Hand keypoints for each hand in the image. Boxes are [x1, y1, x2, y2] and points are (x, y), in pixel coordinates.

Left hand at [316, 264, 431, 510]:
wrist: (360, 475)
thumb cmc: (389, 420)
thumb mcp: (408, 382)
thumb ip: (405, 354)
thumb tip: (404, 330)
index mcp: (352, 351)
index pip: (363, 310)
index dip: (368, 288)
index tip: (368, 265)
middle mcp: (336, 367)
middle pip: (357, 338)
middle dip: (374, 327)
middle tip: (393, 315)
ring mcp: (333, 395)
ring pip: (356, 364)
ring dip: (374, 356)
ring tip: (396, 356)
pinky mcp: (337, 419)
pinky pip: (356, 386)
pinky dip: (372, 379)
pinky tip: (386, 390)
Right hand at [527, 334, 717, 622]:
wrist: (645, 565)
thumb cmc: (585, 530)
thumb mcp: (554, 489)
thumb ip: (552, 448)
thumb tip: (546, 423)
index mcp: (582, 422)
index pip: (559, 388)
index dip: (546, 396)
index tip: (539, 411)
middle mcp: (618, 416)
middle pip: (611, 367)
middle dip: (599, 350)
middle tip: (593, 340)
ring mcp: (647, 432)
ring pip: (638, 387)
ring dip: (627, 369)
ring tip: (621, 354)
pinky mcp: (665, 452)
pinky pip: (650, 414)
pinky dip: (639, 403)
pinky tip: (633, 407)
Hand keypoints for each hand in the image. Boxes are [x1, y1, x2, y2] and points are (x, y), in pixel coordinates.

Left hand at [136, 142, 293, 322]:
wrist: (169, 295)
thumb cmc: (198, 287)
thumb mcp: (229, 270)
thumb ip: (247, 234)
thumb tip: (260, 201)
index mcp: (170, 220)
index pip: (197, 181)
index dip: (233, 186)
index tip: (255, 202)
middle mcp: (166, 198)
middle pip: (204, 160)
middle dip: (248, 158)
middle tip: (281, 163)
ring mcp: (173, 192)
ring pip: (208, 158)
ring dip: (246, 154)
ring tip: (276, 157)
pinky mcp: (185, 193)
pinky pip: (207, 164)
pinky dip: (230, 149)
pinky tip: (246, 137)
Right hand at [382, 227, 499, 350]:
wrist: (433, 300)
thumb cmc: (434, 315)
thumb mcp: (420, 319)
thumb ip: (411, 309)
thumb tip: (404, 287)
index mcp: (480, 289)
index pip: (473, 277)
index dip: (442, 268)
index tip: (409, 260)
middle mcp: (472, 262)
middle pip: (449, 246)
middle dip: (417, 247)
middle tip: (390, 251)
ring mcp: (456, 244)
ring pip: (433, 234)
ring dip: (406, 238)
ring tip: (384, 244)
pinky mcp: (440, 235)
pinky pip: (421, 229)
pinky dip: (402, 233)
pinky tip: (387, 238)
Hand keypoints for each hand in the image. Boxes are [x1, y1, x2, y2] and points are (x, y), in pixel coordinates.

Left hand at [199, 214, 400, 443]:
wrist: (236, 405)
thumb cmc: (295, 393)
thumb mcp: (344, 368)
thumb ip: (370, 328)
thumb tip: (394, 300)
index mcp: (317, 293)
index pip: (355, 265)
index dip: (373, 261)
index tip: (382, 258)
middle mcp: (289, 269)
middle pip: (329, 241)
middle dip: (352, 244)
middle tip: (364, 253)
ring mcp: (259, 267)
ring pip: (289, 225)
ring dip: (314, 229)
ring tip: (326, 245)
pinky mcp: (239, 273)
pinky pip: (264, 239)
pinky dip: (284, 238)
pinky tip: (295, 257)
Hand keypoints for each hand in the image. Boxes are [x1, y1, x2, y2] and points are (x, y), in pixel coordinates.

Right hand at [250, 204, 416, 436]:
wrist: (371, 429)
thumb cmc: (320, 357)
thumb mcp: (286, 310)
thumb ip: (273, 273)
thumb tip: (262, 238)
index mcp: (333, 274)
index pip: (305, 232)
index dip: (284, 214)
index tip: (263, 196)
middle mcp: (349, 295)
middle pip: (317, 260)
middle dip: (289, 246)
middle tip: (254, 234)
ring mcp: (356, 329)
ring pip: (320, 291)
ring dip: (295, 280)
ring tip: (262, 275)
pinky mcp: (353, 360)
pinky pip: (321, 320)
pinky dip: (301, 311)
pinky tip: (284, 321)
++++++++
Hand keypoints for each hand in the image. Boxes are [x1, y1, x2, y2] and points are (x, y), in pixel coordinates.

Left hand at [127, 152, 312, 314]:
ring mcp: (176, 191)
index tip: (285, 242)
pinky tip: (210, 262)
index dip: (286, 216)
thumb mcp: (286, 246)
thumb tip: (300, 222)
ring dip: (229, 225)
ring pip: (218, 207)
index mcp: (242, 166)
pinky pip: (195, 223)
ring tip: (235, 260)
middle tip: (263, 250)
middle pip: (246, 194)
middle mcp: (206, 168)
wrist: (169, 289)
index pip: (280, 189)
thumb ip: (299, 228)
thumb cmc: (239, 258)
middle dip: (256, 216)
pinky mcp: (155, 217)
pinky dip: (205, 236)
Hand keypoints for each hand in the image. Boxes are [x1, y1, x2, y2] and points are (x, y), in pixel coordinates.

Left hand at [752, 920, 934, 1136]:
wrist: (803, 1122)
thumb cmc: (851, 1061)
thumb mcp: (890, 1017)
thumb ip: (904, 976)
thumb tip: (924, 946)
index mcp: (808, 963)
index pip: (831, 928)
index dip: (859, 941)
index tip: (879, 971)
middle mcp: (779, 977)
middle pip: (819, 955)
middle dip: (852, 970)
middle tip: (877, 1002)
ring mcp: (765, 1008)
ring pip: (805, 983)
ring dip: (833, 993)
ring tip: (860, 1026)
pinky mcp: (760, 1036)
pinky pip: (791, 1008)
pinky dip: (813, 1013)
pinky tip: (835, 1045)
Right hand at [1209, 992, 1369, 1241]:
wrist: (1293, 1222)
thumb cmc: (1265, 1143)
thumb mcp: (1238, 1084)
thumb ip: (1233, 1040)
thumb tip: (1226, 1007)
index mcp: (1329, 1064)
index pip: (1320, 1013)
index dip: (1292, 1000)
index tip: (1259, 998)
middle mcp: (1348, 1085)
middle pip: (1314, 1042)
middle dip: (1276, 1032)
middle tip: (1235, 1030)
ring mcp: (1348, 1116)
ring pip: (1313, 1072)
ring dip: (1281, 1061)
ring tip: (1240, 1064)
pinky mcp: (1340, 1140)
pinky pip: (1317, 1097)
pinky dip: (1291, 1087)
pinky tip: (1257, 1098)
++++++++
# [Work instructions]
Transcribe the records above exactly, beginning at the line that contains "pinky pip: (207, 164)" and ending with the line that contains "index mcp: (333, 274)", both included, and nothing else.

# [Response area]
pinky pip: (207, 164)
pinky dip: (230, 149)
pinky tip: (246, 137)
Right hand at [382, 227, 499, 350]:
wrist: (433, 300)
thumb cmc: (434, 315)
thumb mcp: (420, 319)
thumb ip: (411, 309)
thumb tip: (404, 287)
index mcp: (480, 289)
index pip: (473, 277)
index dip: (442, 268)
index tip: (409, 260)
middle mcp: (472, 262)
middle pip: (449, 246)
middle dip: (417, 247)
middle tip: (390, 251)
ring mcp: (456, 244)
ring pip: (433, 234)
ring dip: (406, 238)
ring tip: (384, 244)
pinky mcp: (440, 235)
pinky pip: (421, 229)
pinky dip: (402, 233)
pinky tip: (387, 238)
Hand keypoints for each hand in the image. Boxes are [x1, y1, x2, y2] and points are (x, y), in pixel coordinates.

Left hand at [199, 214, 400, 443]:
wrist: (236, 405)
thumb cmc: (295, 393)
thumb mcp: (344, 368)
thumb ip: (370, 328)
thumb tip: (394, 300)
index mcp: (317, 293)
index pip: (355, 265)
index dip: (373, 261)
index tip: (382, 258)
middle mcp: (289, 269)
middle pip: (329, 241)
middle dip: (352, 244)
middle tip: (364, 253)
ring mcp: (259, 267)
ring pip: (289, 225)
ring dip: (314, 229)
ring tip: (326, 245)
pinky mcp: (239, 273)
pinky pip: (264, 239)
pinky dip: (284, 238)
pinky tip: (295, 257)
Hand keypoints for each hand in the image. Boxes are [x1, y1, x2, y2] and points are (x, y), in pixel coordinates.

Right hand at [250, 204, 416, 436]:
wrist: (371, 429)
thumb cmc: (320, 357)
thumb mcp: (286, 310)
thumb ip: (273, 273)
thumb tip: (262, 238)
index mcp: (333, 274)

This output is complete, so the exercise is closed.